The All-Seeing Eye

There is some sort of underlying silence to the world that seems a living, breathing presence. When you are loud, it stirs, like a sleeping dragon. I’ve lived a good portion of my life torn between fear and longing: terrified that sleeping dragon would wake and see me, and yet longing to be seen.

I remember a dream from when I was four: in the dream, I woke to a moonlit room, and stood surveying my bedroom through crib bars. The light of the moon turned the baby blue walls a pale silver-white, and my cartoon character curtains glowed like a TV screen. As I stood there, my bedroom door opened, seemingly on it’s own. I could see the dark hallway beyond; it seemed to seethe with that mysterious breath, the way houses gain a life of their own when everyone has gone to bed. Shadows come to life, and things creep that we day dwellers would rather not know about.

I should have been frightened, but I felt more curious than afraid. After a minute, some little creatures began a parade into my room. I realized characters on my curtains had sprung to life and sneaked out of my room while I was sleeping and apparently been up to mischief in the kitchen. They tripped in, single file, dancing to little instruments they played as they moved. As I watched, I realized they were carrying something; something big enough that it took two or three of them together to carry it. They brought it over to me in my crib where I clutched the side bars like a four-year-old prisoner. In order to bring it up to my eye level, they jumped on each others’ shoulders, and passed up the burden between two living towers. I reached out my hand and grasped the burden, and realized it was my favorite thing in the world: an Eskimo Pie! Somehow, they had gotten into the freezer, gotten one for me, and brought it to my room!

Miracles of miracles!

Excited, I tore it open and took a bite. Instantly, there was a collective gasp from the little entourage, and one of the living towers wobbled over to my window to lift the curtains. With accusatory cry of, “Now look what you’ve done!” , they pulled back the curtains to reveal a huge harvest moon, hanging at window level, glaring into my room like a planetary headless horseman. The huge eye pinned me to the bed, seeing me in my moment of guilt, complete with chocolate melting on my figures: I was not the good little girl I pretended to be.

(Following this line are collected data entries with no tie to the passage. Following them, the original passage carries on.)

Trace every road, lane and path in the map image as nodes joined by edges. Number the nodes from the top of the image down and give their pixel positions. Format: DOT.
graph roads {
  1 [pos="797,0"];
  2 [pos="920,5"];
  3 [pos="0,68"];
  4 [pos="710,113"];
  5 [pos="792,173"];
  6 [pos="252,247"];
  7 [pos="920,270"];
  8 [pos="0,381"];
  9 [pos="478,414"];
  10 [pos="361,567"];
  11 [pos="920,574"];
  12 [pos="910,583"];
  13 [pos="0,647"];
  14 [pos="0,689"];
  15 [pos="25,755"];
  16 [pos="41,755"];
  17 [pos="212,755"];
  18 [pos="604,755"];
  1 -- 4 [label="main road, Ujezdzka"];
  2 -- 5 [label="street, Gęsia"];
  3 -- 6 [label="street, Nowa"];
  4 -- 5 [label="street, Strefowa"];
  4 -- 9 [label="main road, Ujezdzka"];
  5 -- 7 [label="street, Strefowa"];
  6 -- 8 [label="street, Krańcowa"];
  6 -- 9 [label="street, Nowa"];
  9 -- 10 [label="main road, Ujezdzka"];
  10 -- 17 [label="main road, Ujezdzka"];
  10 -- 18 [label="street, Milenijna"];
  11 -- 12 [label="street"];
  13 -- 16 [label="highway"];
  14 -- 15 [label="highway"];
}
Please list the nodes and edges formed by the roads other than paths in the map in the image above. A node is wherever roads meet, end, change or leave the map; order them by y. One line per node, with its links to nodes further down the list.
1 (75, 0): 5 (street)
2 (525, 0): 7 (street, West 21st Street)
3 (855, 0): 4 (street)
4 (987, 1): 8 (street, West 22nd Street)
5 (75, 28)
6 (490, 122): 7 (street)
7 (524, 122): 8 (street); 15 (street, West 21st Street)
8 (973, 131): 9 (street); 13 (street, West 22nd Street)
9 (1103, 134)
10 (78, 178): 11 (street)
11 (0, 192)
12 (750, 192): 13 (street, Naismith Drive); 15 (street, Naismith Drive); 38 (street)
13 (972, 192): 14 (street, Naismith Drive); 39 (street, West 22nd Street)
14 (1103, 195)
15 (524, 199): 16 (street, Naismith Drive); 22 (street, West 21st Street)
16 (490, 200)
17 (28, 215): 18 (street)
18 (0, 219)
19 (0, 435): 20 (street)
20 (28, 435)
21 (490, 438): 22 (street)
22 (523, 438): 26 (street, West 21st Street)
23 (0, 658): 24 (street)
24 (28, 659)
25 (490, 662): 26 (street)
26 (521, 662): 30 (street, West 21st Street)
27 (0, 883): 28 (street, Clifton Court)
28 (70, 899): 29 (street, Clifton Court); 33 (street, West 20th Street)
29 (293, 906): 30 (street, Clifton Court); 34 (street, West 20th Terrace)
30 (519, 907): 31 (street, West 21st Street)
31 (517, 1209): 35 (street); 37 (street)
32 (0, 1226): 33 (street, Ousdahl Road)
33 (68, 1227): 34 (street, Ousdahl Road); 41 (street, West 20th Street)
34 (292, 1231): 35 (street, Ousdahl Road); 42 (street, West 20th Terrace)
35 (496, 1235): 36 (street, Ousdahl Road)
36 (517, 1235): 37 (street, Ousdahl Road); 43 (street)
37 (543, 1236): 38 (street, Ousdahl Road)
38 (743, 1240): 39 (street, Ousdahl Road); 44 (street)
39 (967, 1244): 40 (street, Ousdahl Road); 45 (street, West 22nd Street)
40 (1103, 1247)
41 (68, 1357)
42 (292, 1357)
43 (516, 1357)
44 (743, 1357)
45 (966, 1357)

Of course, I’m sure I woke crying and my mom came in to comfort me. Who knows how much of the story I was able to relate; it’s likely it was one of those long nights for Mom, trying to get me back to sleep. Perhaps this dream was the catalyst for years of sleeping with a nightlight on. The harvest moon became a recurring symbol for me in my dreams; sometimes all it took was a loud noise of a passing motorcycle to awaken that all-seeing eye in the sky to peer balefully down on the earth and shame us all.

Years later, when I first read the Lord of the Rings, my skin crawled every time Frodo dodged the Eye of Sauron. In the Garden of Eden, Adam and Eve eat the fruit of knowledge and then they hide from God. The Bible says they were suddenly aware of their nakedness. This theme runs deep in the human psyche; we are all terrified of being seen, being vulnerable.

And yet, I long for it. I want to be seen, be heard. I want to see others, hear them, twine our stories, and touch something sacred. There’s an art to this: I’ve seen others do it, we all have, and we instinctively love them. It’s a place where you are not withdrawn, and you are not projecting yourself, you simply ARE.

Brené Brown calls that kind of being seen “wholehearted living”, and her research shows we can’t do it without being vulnerable. As she has noted in her research, we spend years numbing and avoiding being seen – I know I have. Hiding what I wanted from even myself. Alcohol, sleeping, sugar, all are self-demoting strategies to shrink from the all-seeing eye of The Critic.

This is incredibly difficult for me – to just step out as I am, not perfecting, not cleaning up who I am before I let others see me. To do this right, I cannot selectively choose who and what sees me. Sometimes I think that harvest moon is my higher self, sometimes I think it’s a demon sent to haunt me. Maybe it’s both.